Franchise's future hinges on TV rights

The Los Angeles Dodgers filed for bankruptcy protection Monday in Frank McCourt’s latest effort to preserve his franchise ownership, which remains highly dependent on the baseball team’s future cable television deal.

McCourt was facing a Thursday deadline to make his latest team payroll, a hurdle that he could no longer pass once Major League Baseball commissioner Bud Selig on June 20 rejected McCourt’s proposed 17-year contract extension with Fox Sports that would have advanced him $385 million immediately on a deal set to run from 2014 to 2030.

With his bankruptcy filing, McCourt obtained $150 million in financing from JP Morgan Chase-affiliated Highbridge Principal Strategies. The financing, McCourt hopes, buys time for him to get a favorable ruling from the bankruptcy court on a new TV extension.

According to the Dodgers’ current cable TV agreement, which runs through 2013, the team is not allowed to negotiate with anyone but Fox for an extension until December 2012. However, the Dodgers are asking the court to authorize what essentially would be an auction for those future TV rights.

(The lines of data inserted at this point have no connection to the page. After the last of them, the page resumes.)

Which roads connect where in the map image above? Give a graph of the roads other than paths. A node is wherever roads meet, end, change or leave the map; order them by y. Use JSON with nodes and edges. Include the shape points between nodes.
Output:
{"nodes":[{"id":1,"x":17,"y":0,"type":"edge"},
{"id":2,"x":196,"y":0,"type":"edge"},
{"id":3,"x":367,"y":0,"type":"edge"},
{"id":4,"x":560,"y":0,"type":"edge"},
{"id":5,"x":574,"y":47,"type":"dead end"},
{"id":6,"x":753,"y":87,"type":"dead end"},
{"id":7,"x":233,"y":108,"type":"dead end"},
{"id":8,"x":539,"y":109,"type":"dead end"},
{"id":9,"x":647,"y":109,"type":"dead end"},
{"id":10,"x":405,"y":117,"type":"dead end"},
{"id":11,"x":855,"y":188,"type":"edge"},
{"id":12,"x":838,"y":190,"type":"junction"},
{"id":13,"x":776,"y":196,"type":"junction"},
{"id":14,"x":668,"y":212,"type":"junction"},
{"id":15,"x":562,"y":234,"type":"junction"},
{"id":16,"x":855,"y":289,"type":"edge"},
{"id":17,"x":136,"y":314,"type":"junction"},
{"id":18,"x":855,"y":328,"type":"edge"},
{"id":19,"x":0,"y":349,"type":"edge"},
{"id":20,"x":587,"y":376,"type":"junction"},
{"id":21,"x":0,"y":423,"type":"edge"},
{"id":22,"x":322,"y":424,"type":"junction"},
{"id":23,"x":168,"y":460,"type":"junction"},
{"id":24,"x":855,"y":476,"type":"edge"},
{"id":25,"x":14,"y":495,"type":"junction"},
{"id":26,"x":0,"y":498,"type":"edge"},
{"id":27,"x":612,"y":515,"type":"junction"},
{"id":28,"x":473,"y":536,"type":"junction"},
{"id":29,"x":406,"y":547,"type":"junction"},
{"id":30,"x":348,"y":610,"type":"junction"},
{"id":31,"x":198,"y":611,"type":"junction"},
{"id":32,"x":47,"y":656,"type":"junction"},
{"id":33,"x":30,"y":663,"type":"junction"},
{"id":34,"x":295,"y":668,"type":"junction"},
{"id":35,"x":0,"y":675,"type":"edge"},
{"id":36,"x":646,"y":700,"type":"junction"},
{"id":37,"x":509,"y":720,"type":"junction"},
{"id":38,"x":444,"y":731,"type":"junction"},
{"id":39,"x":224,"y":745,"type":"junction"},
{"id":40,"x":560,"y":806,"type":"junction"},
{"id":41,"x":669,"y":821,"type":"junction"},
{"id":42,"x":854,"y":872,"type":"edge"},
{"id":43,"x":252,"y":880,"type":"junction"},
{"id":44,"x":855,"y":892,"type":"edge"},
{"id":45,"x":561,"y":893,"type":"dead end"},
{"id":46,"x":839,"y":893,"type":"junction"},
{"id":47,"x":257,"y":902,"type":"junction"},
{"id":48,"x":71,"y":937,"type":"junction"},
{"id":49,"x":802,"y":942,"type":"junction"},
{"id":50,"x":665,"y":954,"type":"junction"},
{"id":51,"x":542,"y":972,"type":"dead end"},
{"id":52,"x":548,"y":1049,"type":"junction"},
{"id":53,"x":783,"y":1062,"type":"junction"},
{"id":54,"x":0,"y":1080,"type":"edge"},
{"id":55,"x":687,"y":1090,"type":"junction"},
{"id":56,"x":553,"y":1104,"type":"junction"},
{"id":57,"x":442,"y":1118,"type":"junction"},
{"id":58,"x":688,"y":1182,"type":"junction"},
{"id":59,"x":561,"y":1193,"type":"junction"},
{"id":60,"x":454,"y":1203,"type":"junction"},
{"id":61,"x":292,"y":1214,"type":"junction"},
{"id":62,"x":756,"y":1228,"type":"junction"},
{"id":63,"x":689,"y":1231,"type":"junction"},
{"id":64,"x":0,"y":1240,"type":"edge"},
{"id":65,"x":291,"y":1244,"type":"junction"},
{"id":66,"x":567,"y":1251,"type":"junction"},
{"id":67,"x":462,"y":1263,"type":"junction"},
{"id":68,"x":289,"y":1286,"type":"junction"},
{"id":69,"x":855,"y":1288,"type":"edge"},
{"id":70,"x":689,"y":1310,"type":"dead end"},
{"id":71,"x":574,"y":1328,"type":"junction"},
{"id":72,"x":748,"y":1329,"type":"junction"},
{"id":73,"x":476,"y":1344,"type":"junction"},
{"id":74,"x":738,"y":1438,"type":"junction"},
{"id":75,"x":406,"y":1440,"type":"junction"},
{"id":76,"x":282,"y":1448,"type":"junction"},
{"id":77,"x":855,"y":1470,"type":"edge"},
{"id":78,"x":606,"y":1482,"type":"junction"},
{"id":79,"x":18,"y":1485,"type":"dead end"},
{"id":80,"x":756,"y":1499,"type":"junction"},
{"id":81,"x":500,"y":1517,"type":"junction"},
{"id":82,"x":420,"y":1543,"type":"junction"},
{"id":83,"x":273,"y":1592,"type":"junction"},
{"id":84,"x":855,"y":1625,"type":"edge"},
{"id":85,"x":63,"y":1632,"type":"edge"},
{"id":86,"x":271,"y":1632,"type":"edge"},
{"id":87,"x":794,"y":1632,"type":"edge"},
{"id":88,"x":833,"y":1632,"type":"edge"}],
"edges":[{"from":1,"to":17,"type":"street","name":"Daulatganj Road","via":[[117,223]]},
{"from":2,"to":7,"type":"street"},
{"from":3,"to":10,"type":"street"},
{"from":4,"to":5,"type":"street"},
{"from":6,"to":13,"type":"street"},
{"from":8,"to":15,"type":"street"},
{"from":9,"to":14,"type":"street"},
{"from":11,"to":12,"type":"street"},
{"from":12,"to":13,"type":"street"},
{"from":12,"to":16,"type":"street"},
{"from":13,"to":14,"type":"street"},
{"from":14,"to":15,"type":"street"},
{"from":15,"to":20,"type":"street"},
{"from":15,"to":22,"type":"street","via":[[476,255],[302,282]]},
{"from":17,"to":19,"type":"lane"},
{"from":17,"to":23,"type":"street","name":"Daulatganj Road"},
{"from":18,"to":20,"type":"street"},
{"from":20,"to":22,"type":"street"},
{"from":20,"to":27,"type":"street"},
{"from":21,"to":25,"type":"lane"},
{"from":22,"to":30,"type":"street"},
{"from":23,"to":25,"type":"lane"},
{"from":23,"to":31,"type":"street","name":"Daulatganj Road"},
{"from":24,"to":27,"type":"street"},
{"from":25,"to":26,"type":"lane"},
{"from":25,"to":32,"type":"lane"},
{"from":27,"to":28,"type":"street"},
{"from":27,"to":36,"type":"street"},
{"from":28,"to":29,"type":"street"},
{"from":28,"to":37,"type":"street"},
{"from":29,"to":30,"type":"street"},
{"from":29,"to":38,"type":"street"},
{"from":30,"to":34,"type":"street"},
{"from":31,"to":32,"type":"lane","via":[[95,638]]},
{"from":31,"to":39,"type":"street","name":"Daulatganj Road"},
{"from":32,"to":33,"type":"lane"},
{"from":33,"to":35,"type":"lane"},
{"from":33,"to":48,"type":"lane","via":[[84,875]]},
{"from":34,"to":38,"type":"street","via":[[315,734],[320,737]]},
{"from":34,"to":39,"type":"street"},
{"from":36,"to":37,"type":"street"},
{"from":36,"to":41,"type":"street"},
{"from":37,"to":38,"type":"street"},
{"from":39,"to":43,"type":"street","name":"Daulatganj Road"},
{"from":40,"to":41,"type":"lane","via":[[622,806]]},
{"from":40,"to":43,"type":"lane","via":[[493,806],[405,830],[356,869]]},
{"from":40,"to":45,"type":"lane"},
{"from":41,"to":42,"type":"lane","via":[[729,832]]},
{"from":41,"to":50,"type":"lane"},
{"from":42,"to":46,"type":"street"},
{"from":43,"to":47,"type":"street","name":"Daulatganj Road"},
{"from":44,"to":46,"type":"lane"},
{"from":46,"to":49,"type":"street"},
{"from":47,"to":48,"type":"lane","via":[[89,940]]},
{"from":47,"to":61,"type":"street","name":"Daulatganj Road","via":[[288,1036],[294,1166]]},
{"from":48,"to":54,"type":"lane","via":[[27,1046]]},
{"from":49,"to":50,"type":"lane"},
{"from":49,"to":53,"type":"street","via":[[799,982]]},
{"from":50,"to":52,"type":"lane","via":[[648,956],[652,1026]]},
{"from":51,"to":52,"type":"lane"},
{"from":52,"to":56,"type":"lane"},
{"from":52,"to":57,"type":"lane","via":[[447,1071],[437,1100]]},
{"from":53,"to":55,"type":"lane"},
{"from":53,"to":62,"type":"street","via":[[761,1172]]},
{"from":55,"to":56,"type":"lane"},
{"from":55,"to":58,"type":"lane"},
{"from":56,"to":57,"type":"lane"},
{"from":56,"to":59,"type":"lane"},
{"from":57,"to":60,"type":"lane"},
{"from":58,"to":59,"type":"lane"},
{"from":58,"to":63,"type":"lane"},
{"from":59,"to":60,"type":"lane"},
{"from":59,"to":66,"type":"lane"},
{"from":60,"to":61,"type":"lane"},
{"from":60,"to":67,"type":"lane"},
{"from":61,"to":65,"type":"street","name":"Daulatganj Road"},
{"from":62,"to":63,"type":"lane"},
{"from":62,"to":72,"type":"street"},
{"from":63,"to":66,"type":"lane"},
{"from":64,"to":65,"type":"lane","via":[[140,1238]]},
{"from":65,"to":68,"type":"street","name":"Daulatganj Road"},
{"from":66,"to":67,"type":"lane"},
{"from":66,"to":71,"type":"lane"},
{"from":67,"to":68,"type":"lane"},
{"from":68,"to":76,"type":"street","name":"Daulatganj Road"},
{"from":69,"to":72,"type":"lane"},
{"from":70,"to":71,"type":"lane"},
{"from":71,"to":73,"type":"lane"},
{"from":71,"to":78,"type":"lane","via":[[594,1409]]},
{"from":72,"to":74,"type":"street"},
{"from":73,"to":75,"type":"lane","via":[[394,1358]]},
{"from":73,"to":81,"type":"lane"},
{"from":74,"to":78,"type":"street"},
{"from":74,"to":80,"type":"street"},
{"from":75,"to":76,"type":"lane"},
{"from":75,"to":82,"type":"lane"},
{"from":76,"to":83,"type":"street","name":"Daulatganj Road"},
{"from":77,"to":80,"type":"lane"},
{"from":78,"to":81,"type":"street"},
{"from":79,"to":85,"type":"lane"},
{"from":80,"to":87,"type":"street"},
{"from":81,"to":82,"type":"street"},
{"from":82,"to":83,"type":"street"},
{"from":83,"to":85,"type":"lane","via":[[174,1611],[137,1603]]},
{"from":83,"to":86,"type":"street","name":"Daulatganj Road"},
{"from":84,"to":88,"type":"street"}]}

The proposed bidding would be at least a partial response to complaints that McCourt is harming the franchise by undervaluing the rights in the long term to shore up his short-term finances.”To the extent authorized by this court, (the Dodgers will) implement procedures that are designed to promote a competitive sale process with respect to those exclusive cable television rights, one that results in the highest and best offer being acceptable to all parties,” the bankruptcy filing states. “In fashioning procedures, (the Dodgers) will give due consideration to Fox Group and the provisions of the existing Fox agreement.”

Any open bidding on the Dodgers’ cable TV rights would presumably include Time Warner Cable, which earlier this year made a deal to launch English- and Spanish-language networks in 2012 dedicated to the Los Angeles Lakers (ending a Fox cable run that dates back to the 1980s). The Dodgers could be a heady complement for the new Time Warner outlets, despite the baseball team’s current turmoil. Said Selig in a statement: “We have consistently communicated to Mr. McCourt that any potential solution to his problems that contemplates mortgaging the future of the Dodgers franchise to the long-term detriment of the club, its loyal fans and the game of baseball would not be acceptable. … The action taken today by Mr. McCourt does nothing but inflict further harm to this historic franchise.”

The MLB constitution that McCourt signed onto when he bought the Dodgers in 2004 allows baseball to seize the franchise upon a bankruptcy filing, but several observers have speculated that the court could overrule MLB on this point.

Last week, the Los Angeles Times reported that Fox would not support McCourt if he filed for bankruptcy and asked a judge to push through the TV deal. Fox has reason to be torn on this matter: As a national TV partner of baseball, there’s a limit to how willing it would be to antagonize MLB leadership, but at the same time, a real reluctance to allow the Dodgers to escape months after the Lakers’ impending departure was announced.